Define the distortion function:

$$J(c, \mu) = \sum_{i=1}^{n}\left \| x^{(i)} - \mu_{c^{(i)}} \right \|^{2} $$

K-Means is exactly coordinate descent on $J$.

label instance step minimize $J(c, \mu)$ while keeping the centroids fixed.

update centroids step minimize $J(c, \mu)$ while keeping the cluster fixed.

$J(c, \mu)$ monotony decrease with lower bound, thus convergence.

## Examples

In [1]:
from sklearn.cluster import KMeans
import numpy as np

X = np.array([[1, 2], [1, 4], [1, 0],
              [10, 2], [10, 4], [10, 0]])
# k need to specified
kmeans = KMeans(n_clusters=2, random_state=0).fit(X)
kmeans.labels_

array([1, 1, 1, 0, 0, 0], dtype=int32)

In [2]:
kmeans.cluster_centers_

array([[10.,  2.],
       [ 1.,  2.]])

In [3]:
kmeans.predict([[0, 0], [12, 3]])

array([1, 0], dtype=int32)

In [4]:
# If you happen to kown approximately where the centroids should be,
# set `good_init` to these centroids.
good_init = np.array([[-3, 3], [-3, 2], [-3, 1], [-1, 2], [0, 2]])

# n_init: The number of random initializations default 10.
KMeans(n_clusters=5, init=good_init, n_init=1)

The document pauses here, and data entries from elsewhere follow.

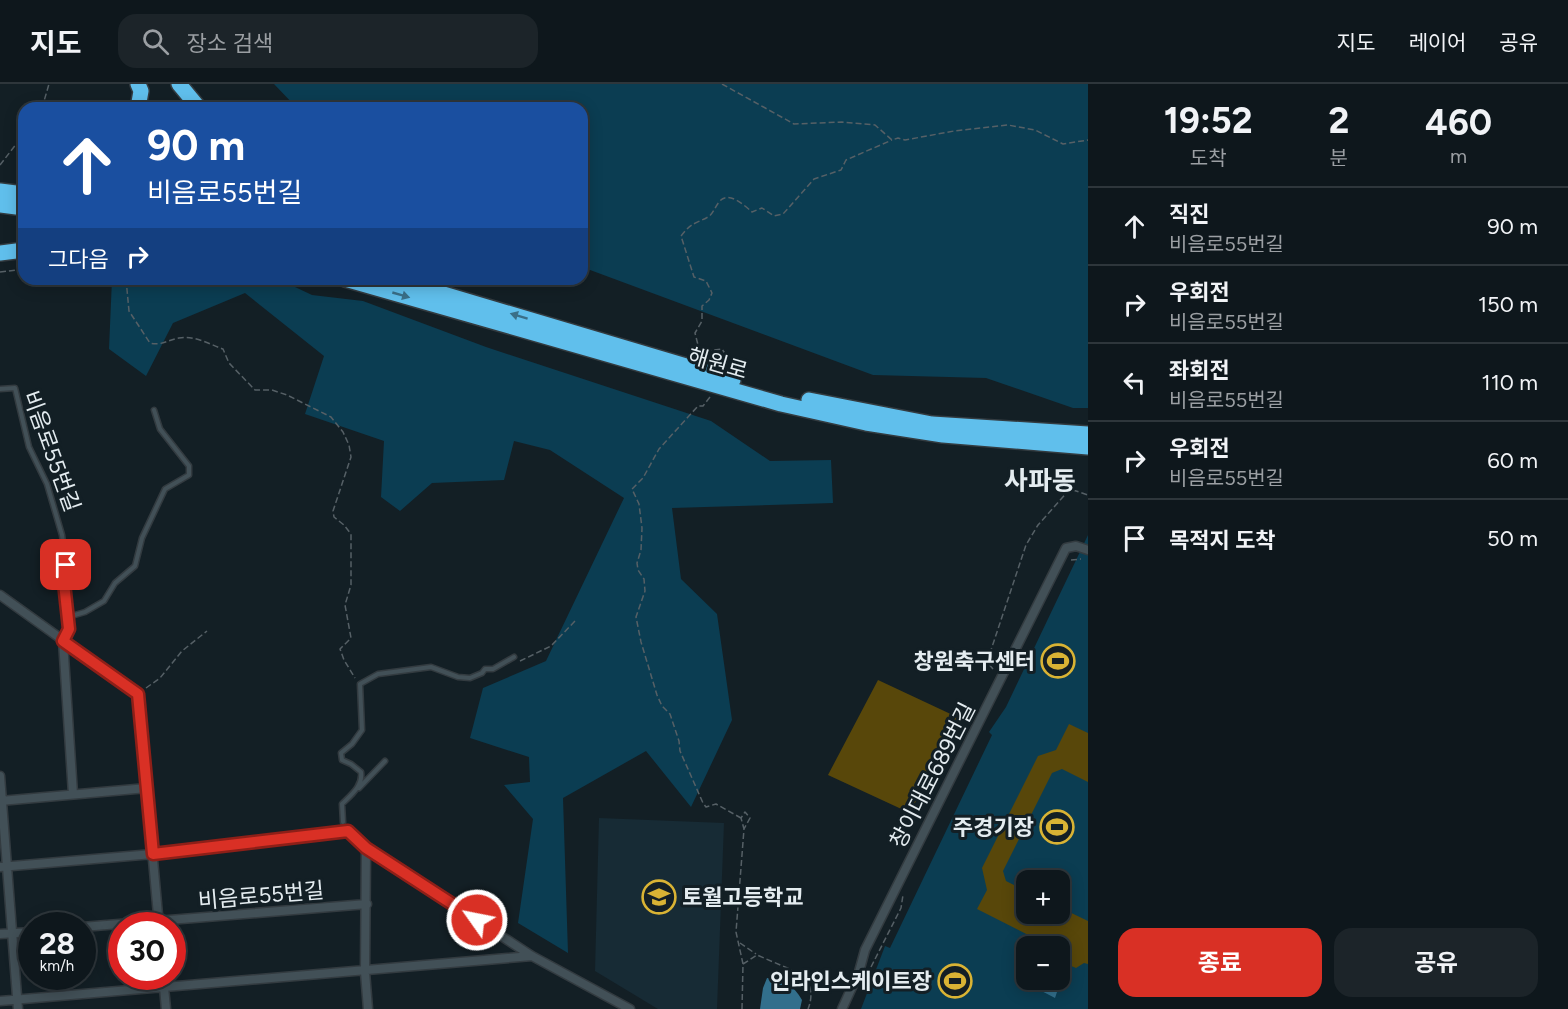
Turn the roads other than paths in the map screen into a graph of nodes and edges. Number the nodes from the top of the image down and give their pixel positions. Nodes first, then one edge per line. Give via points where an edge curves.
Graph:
1 (138, 84) edge
2 (178, 84) edge
3 (139, 102) edge
4 (194, 102) edge
5 (18, 191) edge
6 (18, 195) edge
7 (2, 198) edge
8 (18, 205) edge
9 (18, 251) edge
10 (0, 253) edge
11 (366, 285) edge
12 (413, 285) edge
13 (0, 389) edge
14 (154, 410) dead end
15 (1088, 434) edge
16 (1088, 447) edge
17 (1088, 550) edge
18 (0, 595) edge
19 (68, 617) junction
20 (63, 641) junction
21 (514, 657) dead end
22 (385, 761) dead end
23 (0, 776) edge
24 (147, 788) junction
25 (354, 793) junction
26 (73, 794) junction
27 (1, 801) edge
28 (343, 822) joint
29 (333, 832) junction
30 (366, 848) junction
31 (153, 854) junction
32 (4, 866) edge
33 (367, 904) junction
34 (158, 912) edge
35 (186, 921) edge
36 (12, 933) junction
37 (18, 933) edge
38 (0, 934) edge
39 (532, 956) junction
40 (365, 972) junction
41 (186, 986) edge
42 (147, 990) edge
43 (164, 990) edge
44 (0, 1001) edge
45 (18, 1005) edge
46 (166, 1009) edge
47 (368, 1009) edge
48 (630, 1009) edge
49 (842, 1009) edge

1 - 3 highway
2 - 4 highway
5 - 7 highway
6 - 7 highway
7 - 8 highway
9 - 10 highway
11 -> 16 highway, 해원로 via 781,404 943,435
15 -> 12 highway, 해원로 via 932,424 788,396
13 - 19 lane, 비음로55번길 via 15,388 29,447 62,535
14 - 19 lane via 160,429 189,466 189,475 165,489 142,538 135,566 114,584 104,601
17 - 49 street, 창이대로689번길 via 1066,548 865,950
18 - 20 street
19 - 20 lane, 비음로55번길 via 69,629
20 - 24 street via 138,694
20 - 26 street, 비음로55번길
21 - 25 lane via 470,678 431,667 378,674 360,684 362,730 341,753 342,760 361,772 362,779
22 - 25 lane
23 - 27 street
24 - 26 street
24 - 31 street
25 - 28 lane via 342,804
26 - 27 street
27 - 32 street
28 - 29 street
29 - 30 street via 348,831
29 - 31 street
30 - 33 street
30 - 39 street
31 - 32 street
31 - 34 street
32 - 36 street
33 - 35 street, 비음로55번길
33 - 40 street
36 - 37 street
36 - 38 street
36 - 45 street
39 - 40 street
39 - 48 street
40 - 41 street
40 - 47 street
42 - 45 street
43 - 46 street
44 - 45 street

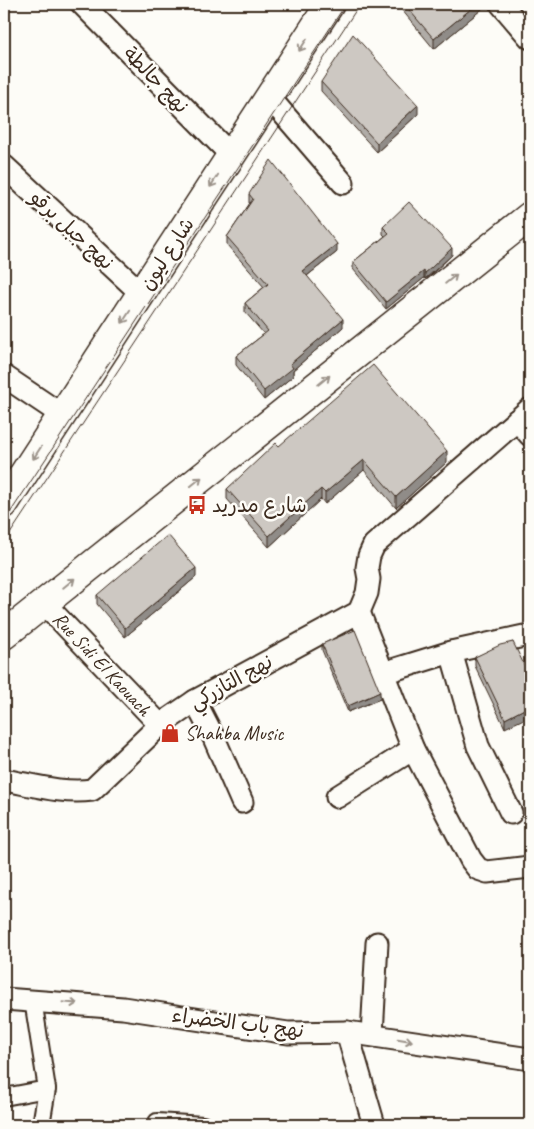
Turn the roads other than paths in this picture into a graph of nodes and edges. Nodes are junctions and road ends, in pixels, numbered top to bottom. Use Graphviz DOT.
graph roads {
  1 [pos="82,4"];
  2 [pos="501,4"];
  3 [pos="320,8"];
  4 [pos="530,38"];
  5 [pos="269,97"];
  6 [pos="231,155"];
  7 [pos="4,166"];
  8 [pos="343,183"];
  9 [pos="530,216"];
  10 [pos="141,293"];
  11 [pos="4,376"];
  12 [pos="62,415"];
  13 [pos="526,421"];
  14 [pos="6,496"];
  15 [pos="44,603"];
  16 [pos="358,612"];
  17 [pos="4,635"];
  18 [pos="524,636"];
  19 [pos="452,652"];
  20 [pos="383,673"];
  21 [pos="195,701"];
  22 [pos="160,725"];
  23 [pos="413,749"];
  24 [pos="4,780"];
  25 [pos="337,796"];
  26 [pos="242,802"];
  27 [pos="511,813"];
  28 [pos="530,867"];
  29 [pos="376,943"];
  30 [pos="4,999"];
  31 [pos="33,1000"];
  32 [pos="347,1032"];
  33 [pos="372,1035"];
  34 [pos="530,1059"];
  35 [pos="47,1089"];
  36 [pos="4,1098"];
  37 [pos="157,1122"];
  38 [pos="41,1125"];
  39 [pos="203,1125"];
  40 [pos="374,1125"];
  1 -- 6 [label="street, نهج جالطة"];
  2 -- 4 [label="street"];
  3 -- 5 [label="street, شارع ليون, one-way"];
  5 -- 6 [label="street, شارع ليون"];
  5 -- 8 [label="street"];
  6 -- 10 [label="street, شارع ليون, one-way"];
  7 -- 10 [label="street, نهج جبل برقو"];
  15 -- 9 [label="street, one-way"];
  10 -- 12 [label="street, شارع ليون, one-way"];
  11 -- 12 [label="street"];
  12 -- 14 [label="street, شارع ليون, one-way"];
  13 -- 16 [label="street"];
  15 -- 17 [label="street"];
  15 -- 22 [label="street, Rue Sidi El Kaouach"];
  16 -- 20 [label="street"];
  16 -- 21 [label="street, نهج التازركي"];
  18 -- 19 [label="street"];
  19 -- 20 [label="street"];
  19 -- 27 [label="street"];
  20 -- 23 [label="street"];
  21 -- 22 [label="street, نهج التازركي"];
  21 -- 26 [label="street"];
  22 -- 24 [label="street, نهج التازركي"];
  23 -- 25 [label="street"];
  23 -- 28 [label="street"];
  29 -- 33 [label="street"];
  30 -- 31 [label="street, نهج باب الخضراء"];
  31 -- 32 [label="street, نهج باب الخضراء, one-way"];
  31 -- 35 [label="street"];
  32 -- 33 [label="street, نهج باب الخضراء"];
  32 -- 40 [label="street"];
  33 -- 34 [label="street, نهج باب الخضراء, one-way"];
  35 -- 36 [label="street"];
  35 -- 38 [label="street"];
  37 -- 39 [label="street"];
}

KMeans(init=array([[-3,  3],
       [-3,  2],
       [-3,  1],
       [-1,  2],
       [ 0,  2]]),
       n_clusters=5, n_init=1)

## Selecting the Number of Clusters

In [5]:
"""
sklearn uses inertia to choose from 'n_init' models.
which is the mean squared distance between each instance and its closest centroid.
"""
# select k that is the elbow
kmeans.inertia_

16.0

Another more precise metric is called sihouette score, which is equal to:

$$\frac{b - a}{max(a, b)}$$

where a is the mean distance to the other instances in the same cluster.

b is the the mean distance to the instances of the next closest cluster, excluding the instance's own cluster.

In [6]:
from sklearn.metrics import silhouette_score

# select k that maximize silhouette
silhouette_score(X, kmeans.labels_)

0.7133477791749615

## Minibatch K-Means

In [7]:
"""
minibatch k-means is capable of using mini-batches,
moving the centroids just slightly at each iteration,
this speed up cluster & enable clustering huge datasets.
"""
from sklearn.cluster import MiniBatchKMeans

minibatch_kmeans = MiniBatchKMeans(n_clusters=5)
minibatch_kmeans.fit(X)

MiniBatchKMeans(n_clusters=5)